Cricket is the second-most-watched sport on the planet but is dramatically underrepresented in global gaming compared to football or basketball. Hitwicket positions itself as the platform to close that gap — using AI to make commentary feel broadcast-quality without a broadcast budget, which is the scalability unlock for international markets where full localization costs have historically been prohibitive.
How Does India Compare to China’s Gaming Export Ambition?
The benchmark is uncomfortable but instructive. China’s gaming exports reached $17.4 Bn in 2024, with titles like Black Myth: Wukong (20 Mn units in its first month), Honor of Kings (700 Mn+ lifetime downloads), and Genshin Impact ($4.8 Bn lifetime revenue as of 2025) demonstrating what happens when a country combines cultural IP with AAA production investment. India’s gaming exports are a rounding error today — but the structural conditions are aligning faster than they did for China in the early 2010s.
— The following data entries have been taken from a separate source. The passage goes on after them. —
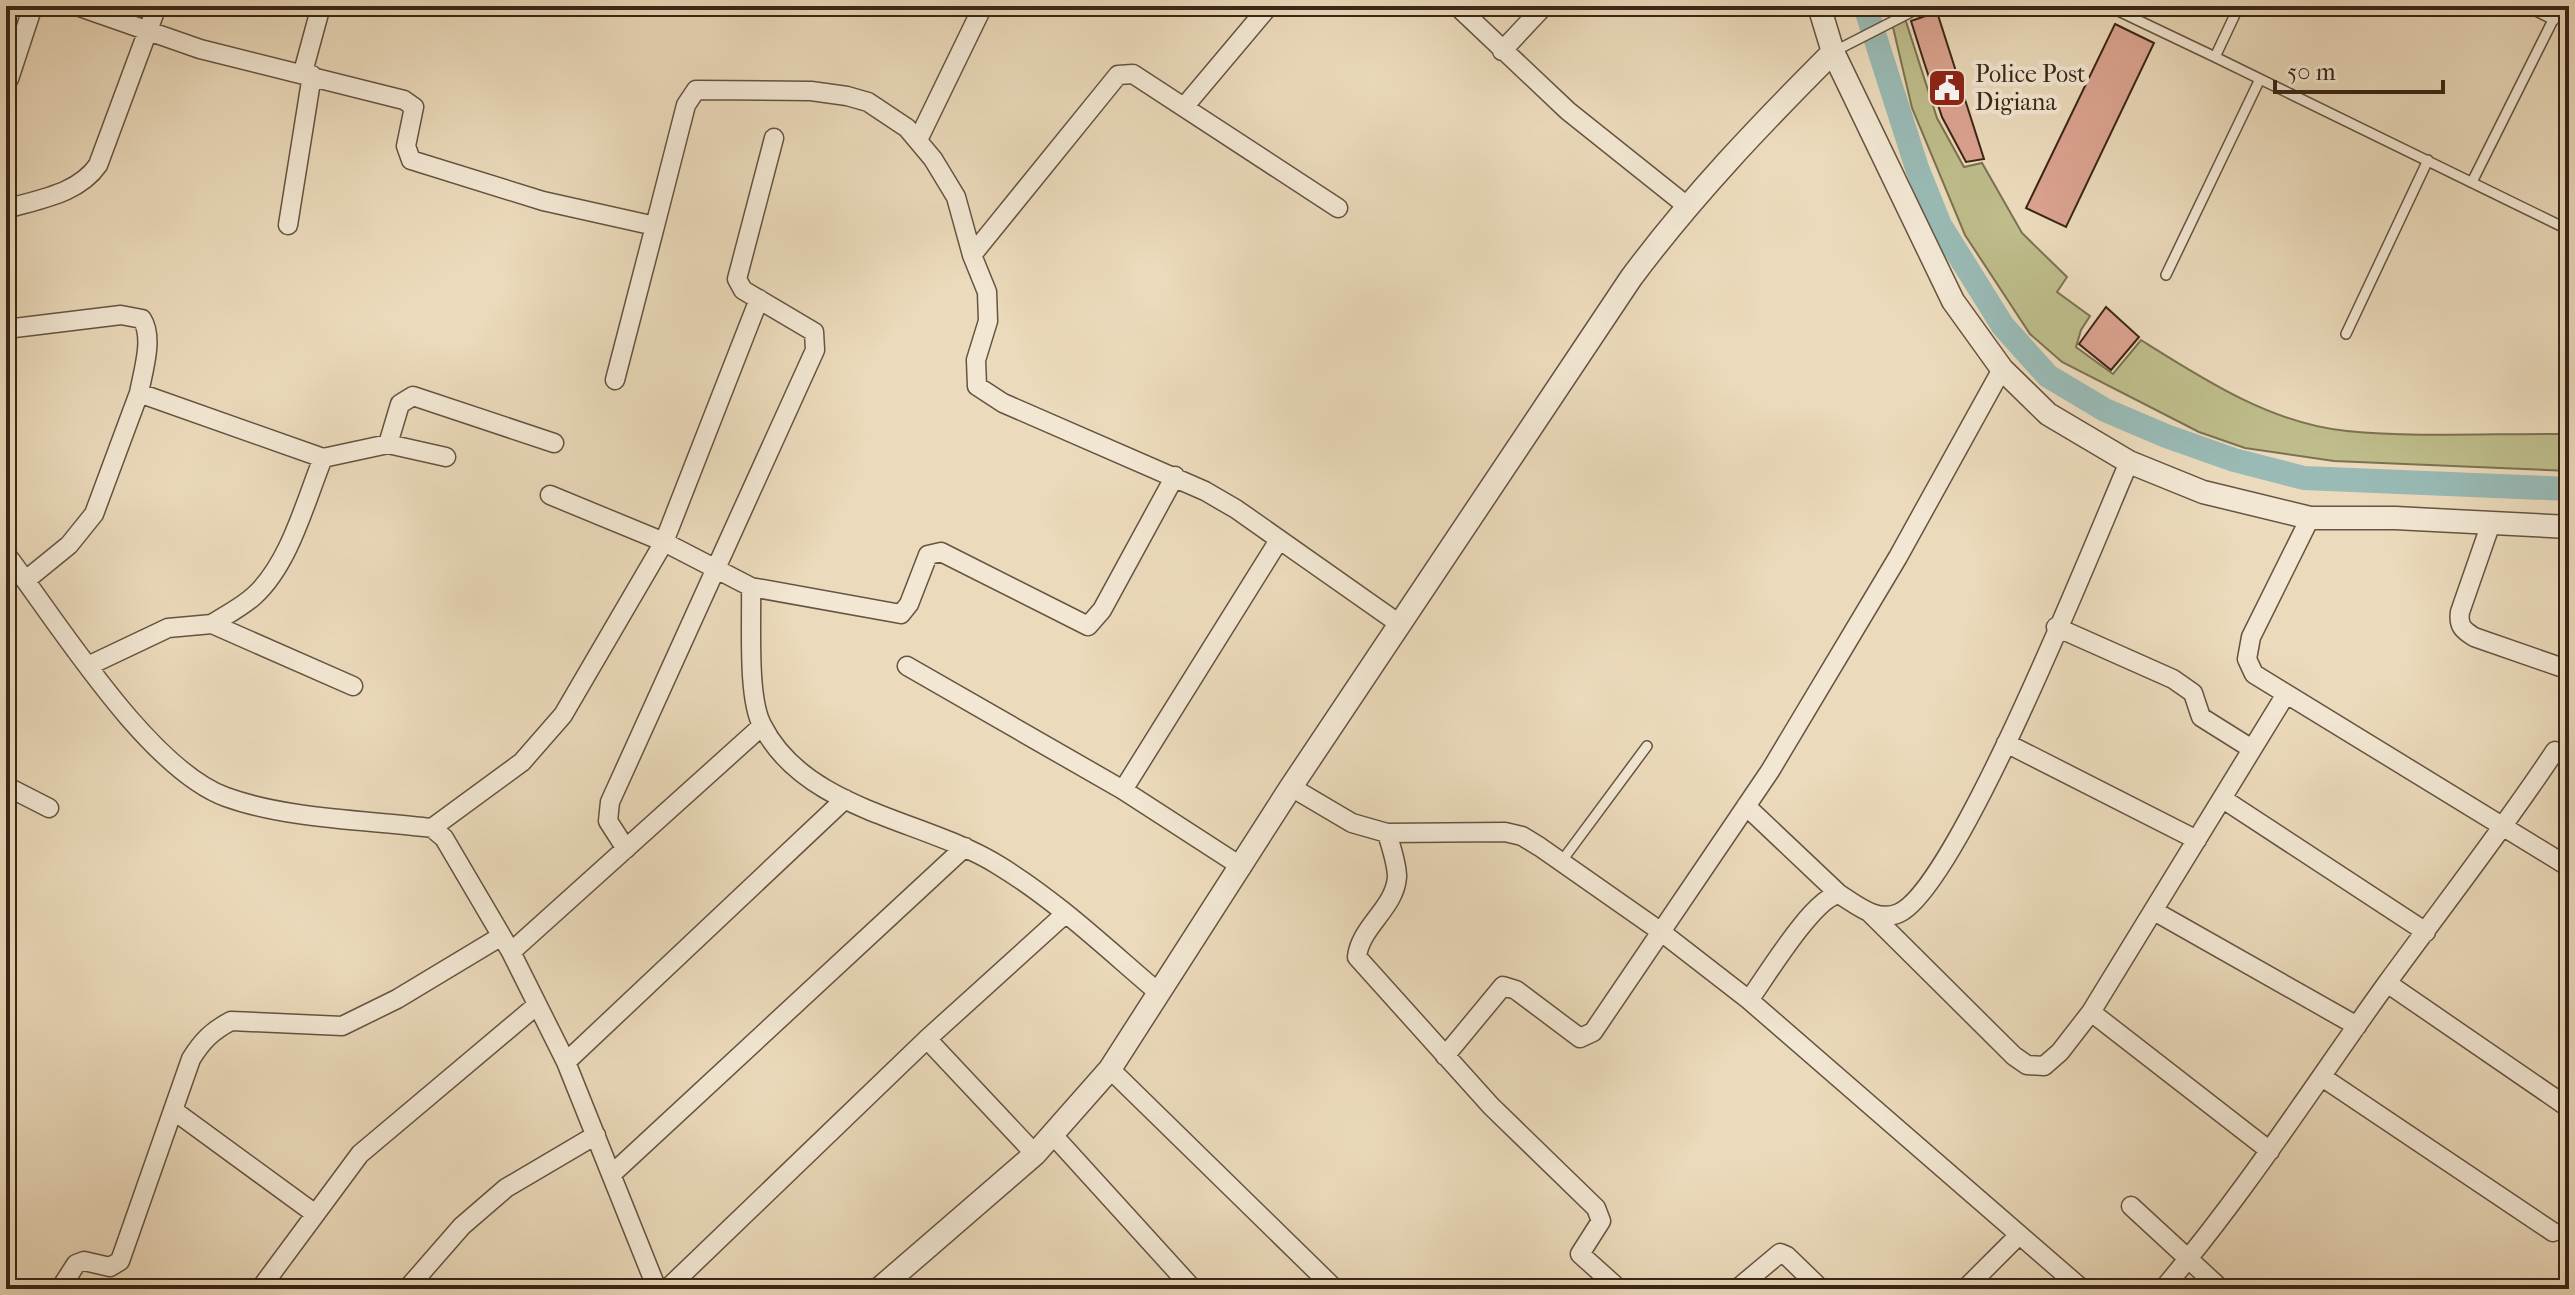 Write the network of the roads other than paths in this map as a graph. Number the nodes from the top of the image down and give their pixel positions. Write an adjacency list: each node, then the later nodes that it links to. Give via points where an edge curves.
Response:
1 (33, 6): 21 (street)
2 (77, 6): 16 (street)
3 (157, 6): 16 (street)
4 (321, 6): 20 (street)
5 (983, 6): 25 (street)
6 (1269, 6): 23 (street)
7 (1457, 6): 17 (street)
8 (1544, 6): 17 (street)
9 (1819, 6): 18 (street)
10 (1923, 6): 18 (lane)
11 (2108, 6): 19 (lane)
12 (2239, 6): 19 (lane)
13 (2526, 6): 15 (lane)
14 (2560, 6): 15 (lane)
15 (2554, 20): 27 (lane)
16 (148, 31): 20 (street); 30 (street, via 90,177)
17 (1502, 51): 28 (street)
18 (1833, 52): 28 (street); 40 (street, via 1953,301)
19 (2215, 57): 22 (lane)
20 (307, 74): 32 (street); 33 (street, via 410,103 414,114 406,146 411,160 543,201)
21 (9, 79)
22 (2260, 79): 26 (lane); 36 (lane)
23 (1184, 107): 29 (street); 35 (street, via 1133,74 1118,75)
24 (774, 138): 37 (street, via 737,272 738,285)
25 (918, 140): 33 (street, via 894,116 847,96 696,90 686,105); 35 (street, via 956,197)
26 (2428, 160): 27 (lane); 39 (lane)
27 (2472, 182): 34 (lane)
28 (1687, 206): 60 (street, via 1631,278)
29 (1338, 208)
30 (6, 209)
31 (2569, 213): 34 (lane)
32 (288, 225)
33 (655, 226): 41 (street)
34 (2565, 228)
35 (972, 255): 48 (street, via 988,305 976,360 977,386 1003,403)
36 (2166, 275)
37 (759, 299): 54 (street); 56 (street, via 808,326 816,340)
38 (6, 329): 42 (street, via 121,315 142,319 147,339)
39 (2346, 334)
40 (2002, 369): 47 (street, via 2048,414); 77 (street, via 1898,557)
41 (615, 380)
42 (139, 393): 46 (street); 57 (street, via 94,514 69,545)
43 (554, 443): 44 (street, via 413,396 400,404)
44 (388, 444): 45 (street); 46 (street)
45 (446, 457)
46 (323, 458): 59 (street, via 268,580 253,597)
47 (2129, 462): 50 (street, via 2203,492); 61 (street)
48 (1175, 476): 53 (street); 58 (street, via 1102,610 1088,626 941,552 928,555 901,614)
49 (550, 495): 54 (street)
50 (2310, 518): 51 (street); 66 (street, via 2251,637 2247,659 2254,674)
51 (2491, 523): 52 (street); 64 (street, via 2460,612 2463,630)
52 (2569, 527)
53 (1279, 540): 60 (street); 74 (street)
54 (664, 542): 56 (street); 80 (street, via 563,715 542,741 522,762)
55 (6, 554): 57 (street)
56 (717, 569): 58 (street); 84 (street, via 610,802 608,821)
57 (26, 580): 62 (street)
58 (751, 587): 67 (street, via 755,709)
59 (212, 624): 62 (street, via 168,628); 65 (street)
60 (1401, 625): 73 (street)
61 (2056, 627): 68 (street); 70 (street, via 2173,679 2193,693 2201,717)
62 (90, 665): 80 (street, via 164,757 223,796 257,806)
63 (907, 666): 74 (street)
64 (2569, 670)
65 (353, 686)
66 (2286, 694): 70 (street); 79 (street)
67 (762, 726): 75 (street, via 793,763); 84 (street)
68 (2006, 743): 82 (street); 90 (street, via 1977,807 1933,880 1902,912 1886,917)
69 (1647, 746): 85 (lane)
70 (2252, 749): 76 (street)
71 (2555, 751): 79 (street)
72 (6, 786): 78 (street)
73 (1291, 787): 81 (street, via 1352,823); 86 (street)
74 (1123, 790): 86 (street)
75 (845, 799): 83 (street); 103 (street)
76 (2223, 799): 82 (street); 93 (street)
77 (1746, 806): 88 (street); 92 (street)
78 (49, 808)
79 (2506, 826): 87 (street); 93 (street)
80 (432, 828): 94 (street, via 455,851)
81 (1387, 833): 85 (street, via 1505,832 1522,836); 102 (street, via 1396,868 1394,890 1357,957)
82 (2197, 840): 89 (street)
83 (965, 847): 91 (street); 112 (street)
84 (626, 849): 94 (street)
85 (1561, 862): 92 (street)
86 (1242, 867): 96 (street)
87 (2569, 867)
88 (1839, 894): 90 (street); 97 (street, via 1830,895 1813,913)
89 (2154, 911): 99 (street); 100 (street)
90 (1870, 913): 99 (street, via 2027,1065 2044,1066)
91 (1065, 914): 96 (street); 101 (street)
92 (1660, 931): 97 (street); 102 (street, via 1586,1038 1572,1034 1516,990 1503,986)
93 (2426, 932): 95 (street)
94 (506, 945): 98 (street); 107 (street, via 342,1026 231,1021 202,1041)
95 (2387, 983): 100 (street); 106 (street)
96 (1159, 993): 104 (street)
97 (1749, 1000): 116 (street)
98 (537, 1005): 103 (street); 114 (street, via 360,1154)
99 (2091, 1012): 110 (street)
100 (2357, 1026): 105 (street)
101 (927, 1039): 111 (street); 122 (street)
102 (1445, 1056): 126 (street, via 1600,1213 1597,1229 1580,1254)
103 (566, 1062): 108 (street)
104 (1110, 1069): 109 (street); 125 (street)
105 (2322, 1077): 110 (street); 115 (street)
106 (2569, 1108)
107 (173, 1110): 114 (street); 118 (street, via 120,1261 110,1267 76,1264)
108 (596, 1135): 112 (street); 120 (street, via 496,1196 439,1249)
109 (1053, 1135): 111 (street); 124 (street)
110 (2270, 1151): 117 (street)
111 (1035, 1154): 123 (street)
112 (612, 1174): 121 (street)
113 (2131, 1206): 117 (street)
114 (314, 1213): 119 (street)
115 (2553, 1232)
116 (2018, 1236): 129 (street); 130 (street)
117 (2188, 1260): 131 (street); 132 (street)
118 (60, 1289)
119 (260, 1289)
120 (407, 1289)
121 (657, 1289)
122 (667, 1289)
123 (879, 1289)
124 (1193, 1289)
125 (1335, 1289)
126 (1619, 1289)
127 (1737, 1289): 128 (street, via 1780,1253)
128 (1821, 1289)
129 (1965, 1289)
130 (2082, 1289)
131 (2163, 1289)
132 (2221, 1289)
India has a larger English-speaking developer base than China had, higher native familiarity with Western gaming conventions, and cultural IP (mythology, cricket) that already has global awareness.
What India lacks — and is now beginning to close — is the publisher confidence, marketing budgets, and portfolio depth to take products from good to globally-distributed. The five gaming startups going global profiled here are the first credible candidates to change that narrative within this decade.
What’s Next
Watch for three specific milestones in the next 12 months. First, SuperGaming’s Indus Battle Royale global launch in Latin America — this will be the first real-world test of whether Indian-developed battle royale can retain players outside India at scale. Second, Tara Gaming’s confirmed release date for The Age of Bhaarat — if the studio announces a 2026 window, it signals genuine readiness and not just marketing. Third, NODWIN’s first flagship esports event on African soil — the city and partner it announces will reveal how seriously it is executing the Africa expansion. India’s gaming startups going global are past the announcement phase. 2026 is the year the scorecard starts.
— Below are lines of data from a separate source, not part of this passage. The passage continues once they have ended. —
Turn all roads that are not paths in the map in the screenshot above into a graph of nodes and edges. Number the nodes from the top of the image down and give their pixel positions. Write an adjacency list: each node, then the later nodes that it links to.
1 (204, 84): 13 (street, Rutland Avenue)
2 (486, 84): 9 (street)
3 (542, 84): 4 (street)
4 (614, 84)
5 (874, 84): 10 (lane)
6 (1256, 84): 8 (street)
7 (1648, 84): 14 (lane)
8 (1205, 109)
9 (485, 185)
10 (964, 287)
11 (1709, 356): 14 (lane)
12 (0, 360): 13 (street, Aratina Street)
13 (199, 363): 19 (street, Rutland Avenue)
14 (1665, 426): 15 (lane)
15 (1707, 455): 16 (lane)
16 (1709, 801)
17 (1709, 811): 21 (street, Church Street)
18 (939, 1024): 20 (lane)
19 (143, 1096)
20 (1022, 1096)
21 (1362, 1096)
Frequently Asked Questions
Which Indian gaming startups are going global in 2026?
The five gaming startups going global from India in 2026 are Nazara Technologies (acquisition-led, 64 countries), SuperGaming (Indus Battle Royale, Latin America expansion backed by a16z and Bandai Namco), NODWIN Gaming (esports, Turkey and Africa), Tara Gaming (AAA console RPG, global PC launch), and Hitwicket/Metasports (cricket gaming, 18 million global users). Each represents a different segment — conglomerate, game studio, esports platform, AAA developer, and sports gaming.
What is India’s gaming market size in 2026?
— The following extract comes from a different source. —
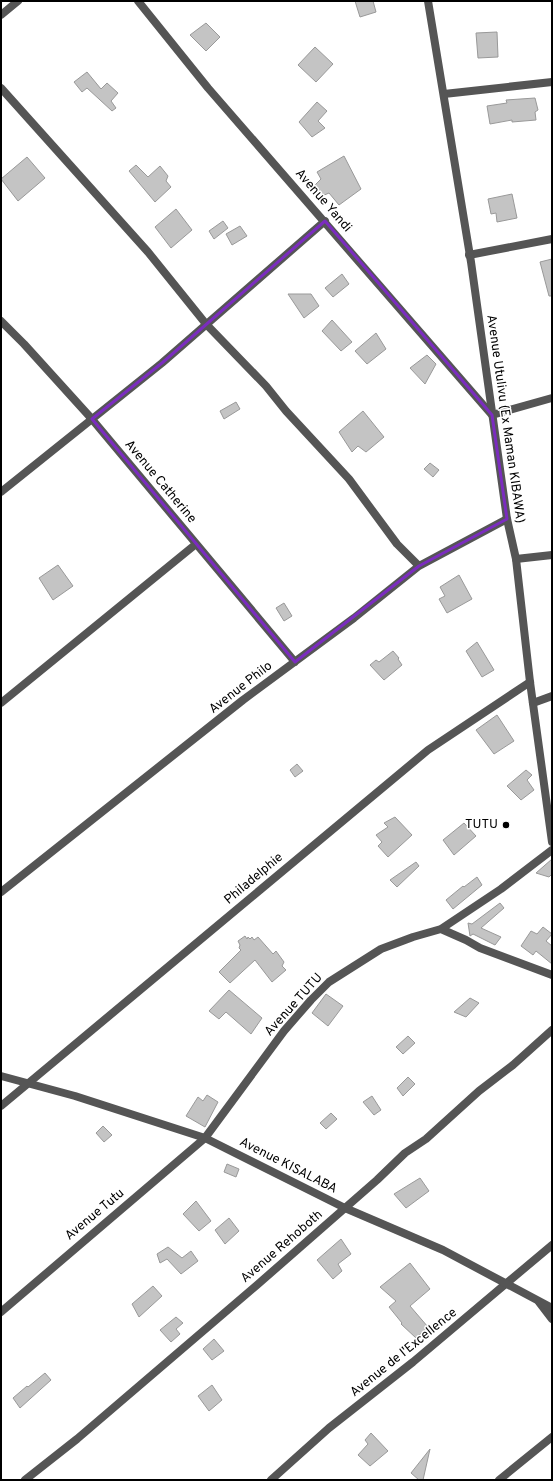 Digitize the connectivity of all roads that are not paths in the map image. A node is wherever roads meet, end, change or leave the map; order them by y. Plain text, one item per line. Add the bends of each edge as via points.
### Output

India’s gaming market was valued at approximately $4 Bn in 2025, with 500 million gamers making it one of the world’s largest player bases by volume. The October 2025 real-money gaming ban significantly restructured revenue composition, pushing companies away from RMG (which previously represented roughly 85% of sector revenue) toward free-to-play, in-app purchases, and international market expansion. Market estimates suggest steady growth toward $6–7 Bn by 2028 driven by non-RMG gaming.
Why are Indian gaming startups going global now?
Two forces converged. Domestically, the 2025 RMG ban eliminated the easy revenue model that had sustained much of the sector, forcing companies to build sustainable, exportable products or exit. Internationally, the success of China’s Black Myth: Wukong proved to global publishers that culturally specific games from non-Western studios can achieve massive commercial results. Together, these forces created a structural incentive for Indian studios to invest in world-class production quality and target global markets — which was not the dominant strategic logic even two years ago.